— Collected data entries —
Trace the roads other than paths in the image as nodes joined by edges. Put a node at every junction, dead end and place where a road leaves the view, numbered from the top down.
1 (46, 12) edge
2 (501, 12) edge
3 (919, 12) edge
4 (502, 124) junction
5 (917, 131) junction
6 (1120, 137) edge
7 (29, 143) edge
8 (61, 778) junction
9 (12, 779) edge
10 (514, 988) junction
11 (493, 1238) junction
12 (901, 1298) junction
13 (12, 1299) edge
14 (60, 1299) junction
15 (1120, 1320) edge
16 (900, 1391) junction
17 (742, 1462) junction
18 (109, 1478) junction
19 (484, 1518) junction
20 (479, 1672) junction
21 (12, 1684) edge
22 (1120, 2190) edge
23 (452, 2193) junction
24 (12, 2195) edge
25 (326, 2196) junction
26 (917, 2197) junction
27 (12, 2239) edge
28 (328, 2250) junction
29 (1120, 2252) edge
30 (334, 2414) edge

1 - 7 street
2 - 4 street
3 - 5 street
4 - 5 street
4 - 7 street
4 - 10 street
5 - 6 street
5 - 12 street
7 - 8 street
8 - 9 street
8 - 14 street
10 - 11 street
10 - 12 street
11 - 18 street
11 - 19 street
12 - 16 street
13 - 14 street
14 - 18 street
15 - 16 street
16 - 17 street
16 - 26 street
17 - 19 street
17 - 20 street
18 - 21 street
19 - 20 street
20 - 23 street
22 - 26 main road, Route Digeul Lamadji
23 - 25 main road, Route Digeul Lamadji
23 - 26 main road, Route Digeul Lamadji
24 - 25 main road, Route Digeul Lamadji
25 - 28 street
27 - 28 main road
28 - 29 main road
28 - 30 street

— THE TASK —
Type the entries out again so that they match exactly.

— TASK RESPONSE —
Trace the roads other than paths in the image as nodes joined by edges. Put a node at every junction, dead end and place where a road leaves the view, numbered from the top down.
1 (46, 12) edge
2 (501, 12) edge
3 (919, 12) edge
4 (502, 124) junction
5 (917, 131) junction
6 (1120, 137) edge
7 (29, 143) edge
8 (61, 778) junction
9 (12, 779) edge
10 (514, 988) junction
11 (493, 1238) junction
12 (901, 1298) junction
13 (12, 1299) edge
14 (60, 1299) junction
15 (1120, 1320) edge
16 (900, 1391) junction
17 (742, 1462) junction
18 (109, 1478) junction
19 (484, 1518) junction
20 (479, 1672) junction
21 (12, 1684) edge
22 (1120, 2190) edge
23 (452, 2193) junction
24 (12, 2195) edge
25 (326, 2196) junction
26 (917, 2197) junction
27 (12, 2239) edge
28 (328, 2250) junction
29 (1120, 2252) edge
30 (334, 2414) edge

1 - 7 street
2 - 4 street
3 - 5 street
4 - 5 street
4 - 7 street
4 - 10 street
5 - 6 street
5 - 12 street
7 - 8 street
8 - 9 street
8 - 14 street
10 - 11 street
10 - 12 street
11 - 18 street
11 - 19 street
12 - 16 street
13 - 14 street
14 - 18 street
15 - 16 street
16 - 17 street
16 - 26 street
17 - 19 street
17 - 20 street
18 - 21 street
19 - 20 street
20 - 23 street
22 - 26 main road, Route Digeul Lamadji
23 - 25 main road, Route Digeul Lamadji
23 - 26 main road, Route Digeul Lamadji
24 - 25 main road, Route Digeul Lamadji
25 - 28 street
27 - 28 main road
28 - 29 main road
28 - 30 street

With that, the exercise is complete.